We can see that we are systematically overestimating low values of $y$ and vice versa (red vs. cyan). This is caused by our use of censored (blue) observations, which are exerting a lot of leverage and pulling down the trendline to reduce the error between the red and blue points.

A simple way to deal with this while maintaining analytical tractability is to simply ignore all censored observations.

$$ \begin{array}{ll} \underset{c}{\mbox{minimize}} & \sum_{i=1}^M (y^{(i)} - c^T x^{(i)})^2 \end{array} $$

Give that our $M$ is much smaller than $K$, we are throwing away the majority of the dataset in order to accomplish this, let's see how this new regression does.

In [3]:

```
c_ols_uncensored = np.linalg.lstsq(X_ordered[:M], y_censored[:M], rcond=None)[0]
fit_ols_uncensored = X_ordered.dot(c_ols_uncensored)
plot_fit(fit_ols_uncensored, 'OLS fit with uncensored data only')
bad_predictions = (fit_ols_uncensored<=D) & (np.arange(K)>=M)
plt.plot(np.arange(K)[bad_predictions], fit_ols_uncensored[bad_predictions], color='orange', marker='o', lw=0);
```

We can see that the fit for the uncensored portion is now vastly improved. Even the fit for the censored data is now relatively unbiased i.e. the fitted values (red points) are now centered around the uncensored obsevations (cyan points).

The one glaring issue with this arrangement is that we are now predicting many observations to be *below* $D$ (orange) even though we are well aware that this is not the case. Let's try to fix this.
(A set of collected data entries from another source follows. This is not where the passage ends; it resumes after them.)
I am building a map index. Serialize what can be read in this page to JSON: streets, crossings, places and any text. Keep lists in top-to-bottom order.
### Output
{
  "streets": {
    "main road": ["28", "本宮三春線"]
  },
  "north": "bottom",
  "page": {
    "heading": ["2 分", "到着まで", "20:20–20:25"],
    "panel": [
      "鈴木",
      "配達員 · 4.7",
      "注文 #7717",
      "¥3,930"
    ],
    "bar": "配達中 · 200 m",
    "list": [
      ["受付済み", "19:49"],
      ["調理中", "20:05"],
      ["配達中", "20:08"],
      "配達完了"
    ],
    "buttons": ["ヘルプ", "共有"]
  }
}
Instead of throwing away all censored observations, lets leverage these observations to enforce the additional information that we know, namely that $y$ is bounded from below. We can do this by setting additional constraints:

$$ \begin{array}{ll} \underset{c}{\mbox{minimize}} & \sum_{i=1}^M (y^{(i)} - c^T x^{(i)})^2 \\ \mbox{subject to} & c^T x^{(i)} \geq D\\ & \mbox{for } i=\mbox{M+1},\ldots,K \end{array} $$

In [4]:

```
import cvxpy as cp
X_uncensored = X_ordered[:M, :]
c = cp.Variable(shape=n)
objective = cp.Minimize(cp.sum_squares(X_uncensored*c - y_ordered[:M]))
constraints = [ X_ordered[M:,:]*c >= D]
prob = cp.Problem(objective, constraints)
result = prob.solve()
c_cvx = np.array(c.value).flatten()
fit_cvx = X_ordered.dot(c_cvx)
plot_fit(fit_cvx, 'CVX fit')
```

Qualitatively, this already looks better than before as it no longer predicts inconsistent values with respect to the censored portion of the data. But does it do a good job of actually finding coefficients $c$ that are close to our original data?
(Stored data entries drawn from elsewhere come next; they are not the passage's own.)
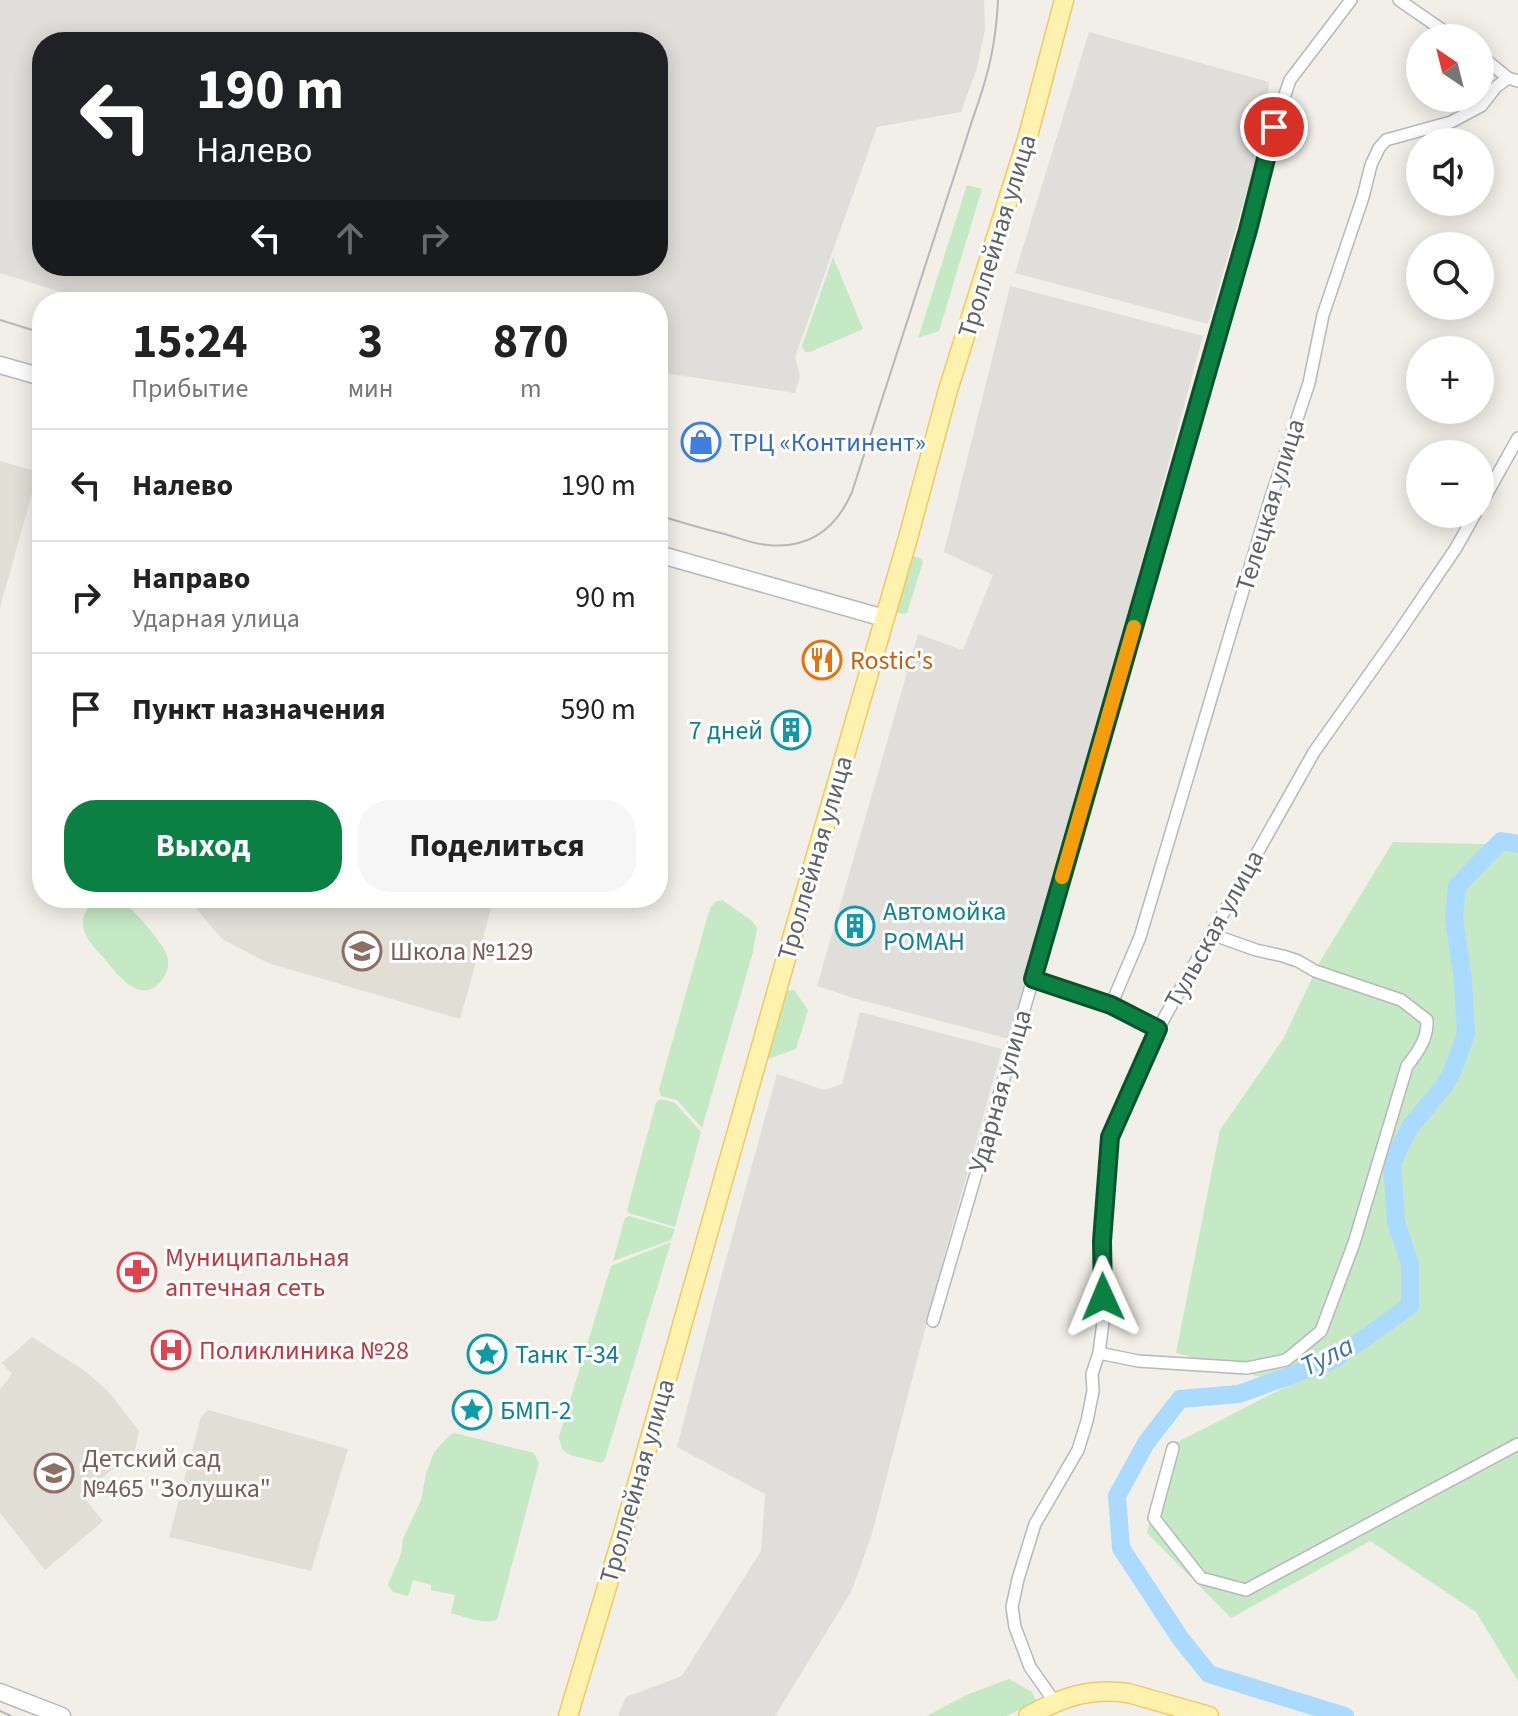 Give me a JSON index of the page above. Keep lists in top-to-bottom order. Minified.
{"streets":{"main road":["Троллейная улица"],"street":["Телецкая улица","Тульская улица","Ударная улица"]},"water":["Тула"],"places":{"shop":["ТРЦ «Континент»"],"restaurant":["Rostic's"],"building":["7 дней","Автомойка РОМАН"],"school or university":["Школа №129","Детский сад №465 \"Золушка\""],"pharmacy":["Муниципальная аптечная сеть"],"hospital":["Поликлиника №28"],"place":["Танк Т-34","БМП-2"]},"north":"top left","page":{"map_buttons":["+","−"],"turn":["190 m","Налево"],"eta":["15:24","Прибытие","3","мин","870","m"],"list":[{"name":"Налево","value":"190 m"},{"name":"Направо","note":"Ударная улица","value":"90 m"},{"name":"Пункт назначения","value":"590 m"}],"buttons":["Выход","Поделиться"]}} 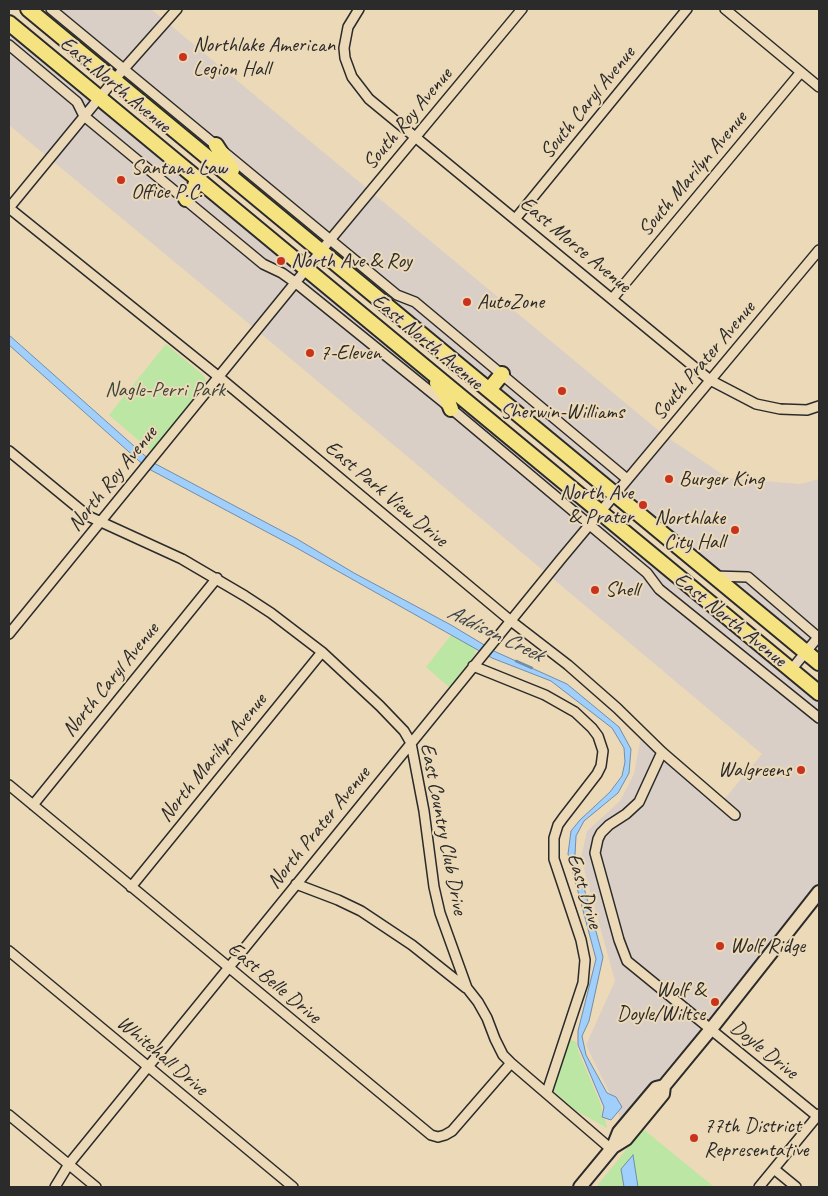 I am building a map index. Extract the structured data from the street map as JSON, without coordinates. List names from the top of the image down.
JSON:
{
  "streets": {
    "main road": ["East North Avenue"],
    "street": [
      "South Caryl Avenue",
      "South Roy Avenue",
      "South Marilyn Avenue",
      "East Morse Avenue",
      "South Prater Avenue",
      "North Roy Avenue",
      "East Park View Drive",
      "North Caryl Avenue",
      "North Marilyn Avenue",
      "North Prater Avenue",
      "East Country Club Drive",
      "East Drive",
      "East Belle Drive",
      "Doyle Drive",
      "Whitehall Drive"
    ]
  },
  "crossings": [
    ["East North Avenue", "South Roy Avenue"],
    ["East North Avenue", "South Prater Avenue"],
    ["East North Avenue", "North Roy Avenue"],
    ["East North Avenue", "North Prater Avenue"],
    ["South Caryl Avenue", "East Morse Avenue"],
    ["South Roy Avenue", "East Morse Avenue"],
    ["South Roy Avenue", "North Roy Avenue"],
    ["South Marilyn Avenue", "East Morse Avenue"],
    ["East Morse Avenue", "South Prater Avenue"],
    ["South Prater Avenue", "North Prater Avenue"],
    ["North Roy Avenue", "East Park View Drive"],
    ["North Roy Avenue", "East Country Club Drive"],
    ["East Park View Drive", "North Prater Avenue"],
    ["East Park View Drive", "Doyle Drive"],
    ["North Caryl Avenue", "East Country Club Drive"],
    ["North Caryl Avenue", "East Belle Drive"],
    ["North Marilyn Avenue", "East Country Club Drive"],
    ["North Marilyn Avenue", "East Belle Drive"],
    ["North Prater Avenue", "East Country Club Drive"],
    ["North Prater Avenue", "East Drive"],
    ["North Prater Avenue", "East Belle Drive"],
    ["North Prater Avenue", "Whitehall Drive"],
    ["East Country Club Drive", "East Drive"],
    ["East Country Club Drive", "East Belle Drive"]
  ],
  "water": ["Addison Creek"],
  "parks": ["Nagle-Perri Park"],
  "places": [
    "Northlake American Legion Hall",
    "Santana Law Office P.C.",
    "North Ave & Roy",
    "AutoZone",
    "7-Eleven",
    "Sherwin-Williams",
    "Burger King",
    "North Ave & Prater",
    "Northlake City Hall",
    "Shell",
    "Walgreens",
    "Wolf Ridge",
    "Wolf & Doyle/Wiltse",
    "77th District Representative"
  ]
}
We'll use a simple Euclidean distance $\|c_\mbox{true} - c\|_2$ to compare:

In [5]:

```
print("norm(c_true - c_cvx): {:.2f}".format(np.linalg.norm((c_true - c_cvx))))
print("norm(c_true - c_ols_uncensored): {:.2f}".format(np.linalg.norm((c_true - c_ols_uncensored))))
```

Fitting censored data to a parametric distribution can be challenging as the MLE solution is often not analytically tractable. However, many MLEs can be converted into a convex optimization problems as show above. With the advent of simple-to-use and robust numerical packages, we can now solve these problems easily while taking into account the entirety of our information set by enforcing consistency conditions on various portions of the data.